Work instruction =
For the full listing below, write out each entry exactly and exclude the images.

───── Material for the task

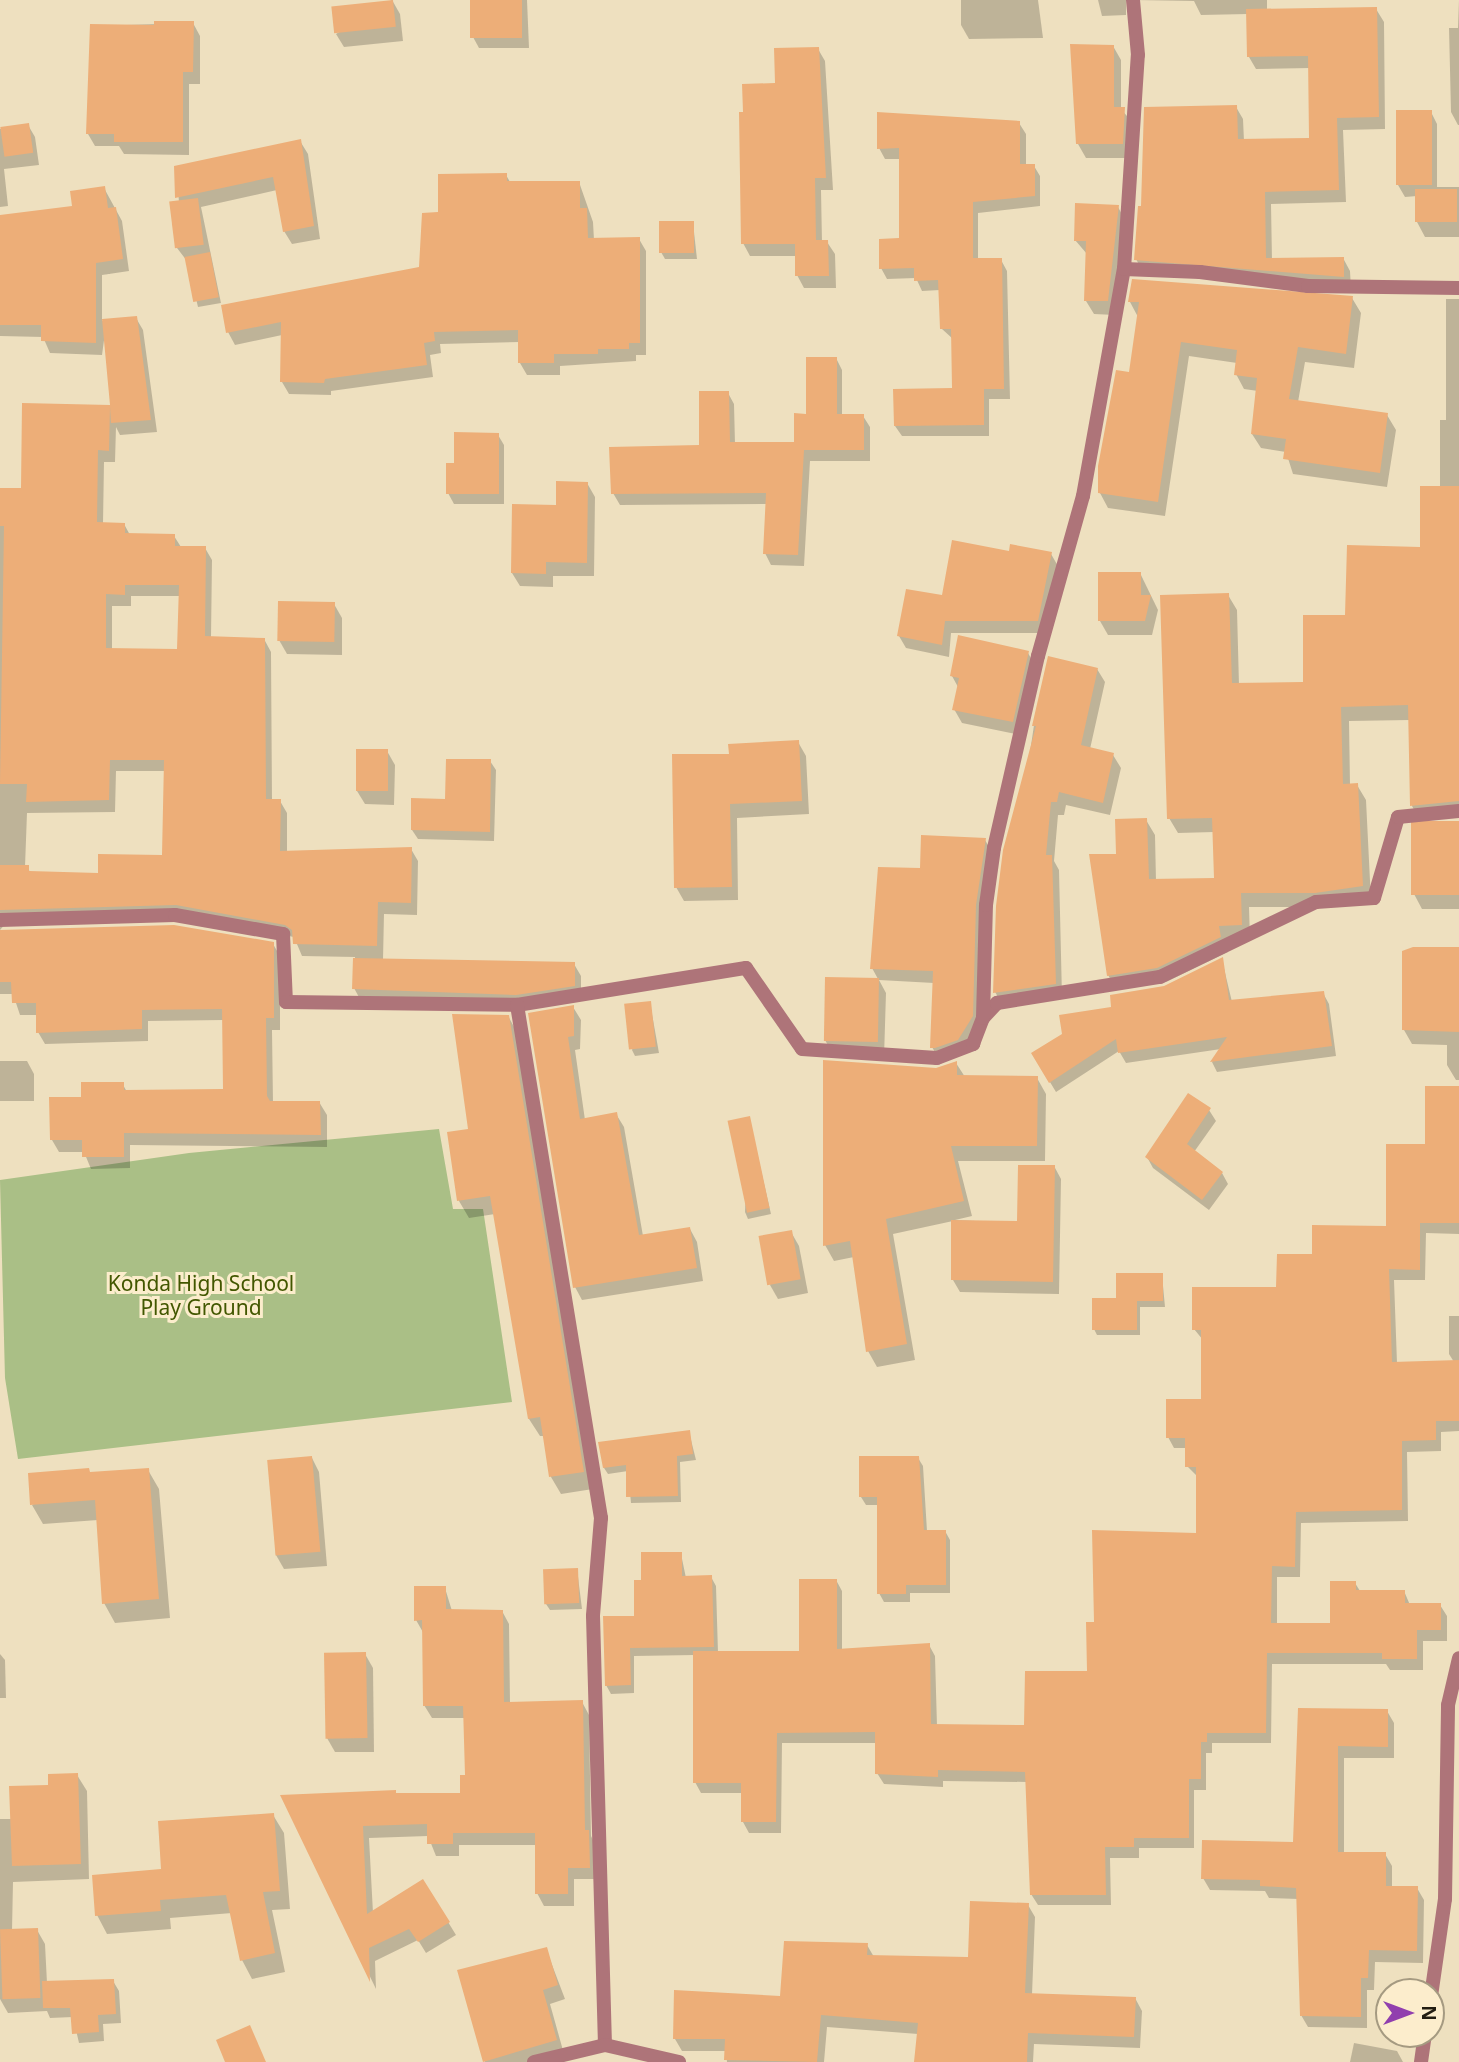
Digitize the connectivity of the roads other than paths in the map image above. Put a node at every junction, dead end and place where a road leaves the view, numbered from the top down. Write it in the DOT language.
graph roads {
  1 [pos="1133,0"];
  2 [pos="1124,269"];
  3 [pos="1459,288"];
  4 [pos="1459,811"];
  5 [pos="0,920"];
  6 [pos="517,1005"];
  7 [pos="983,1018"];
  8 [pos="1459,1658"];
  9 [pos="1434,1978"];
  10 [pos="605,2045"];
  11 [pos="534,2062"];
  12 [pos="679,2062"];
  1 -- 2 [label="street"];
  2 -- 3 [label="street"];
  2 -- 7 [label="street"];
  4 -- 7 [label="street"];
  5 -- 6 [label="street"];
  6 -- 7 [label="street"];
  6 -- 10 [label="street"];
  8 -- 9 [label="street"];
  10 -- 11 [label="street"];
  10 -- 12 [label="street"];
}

──────────

Result of this task =
Digitize the connectivity of the roads other than paths in the map image above. Put a node at every junction, dead end and place where a road leaves the view, numbered from the top down. Write it in the DOT language.
graph roads {
  1 [pos="1133,0"];
  2 [pos="1124,269"];
  3 [pos="1459,288"];
  4 [pos="1459,811"];
  5 [pos="0,920"];
  6 [pos="517,1005"];
  7 [pos="983,1018"];
  8 [pos="1459,1658"];
  9 [pos="1434,1978"];
  10 [pos="605,2045"];
  11 [pos="534,2062"];
  12 [pos="679,2062"];
  1 -- 2 [label="street"];
  2 -- 3 [label="street"];
  2 -- 7 [label="street"];
  4 -- 7 [label="street"];
  5 -- 6 [label="street"];
  6 -- 7 [label="street"];
  6 -- 10 [label="street"];
  8 -- 9 [label="street"];
  10 -- 11 [label="street"];
  10 -- 12 [label="street"];
}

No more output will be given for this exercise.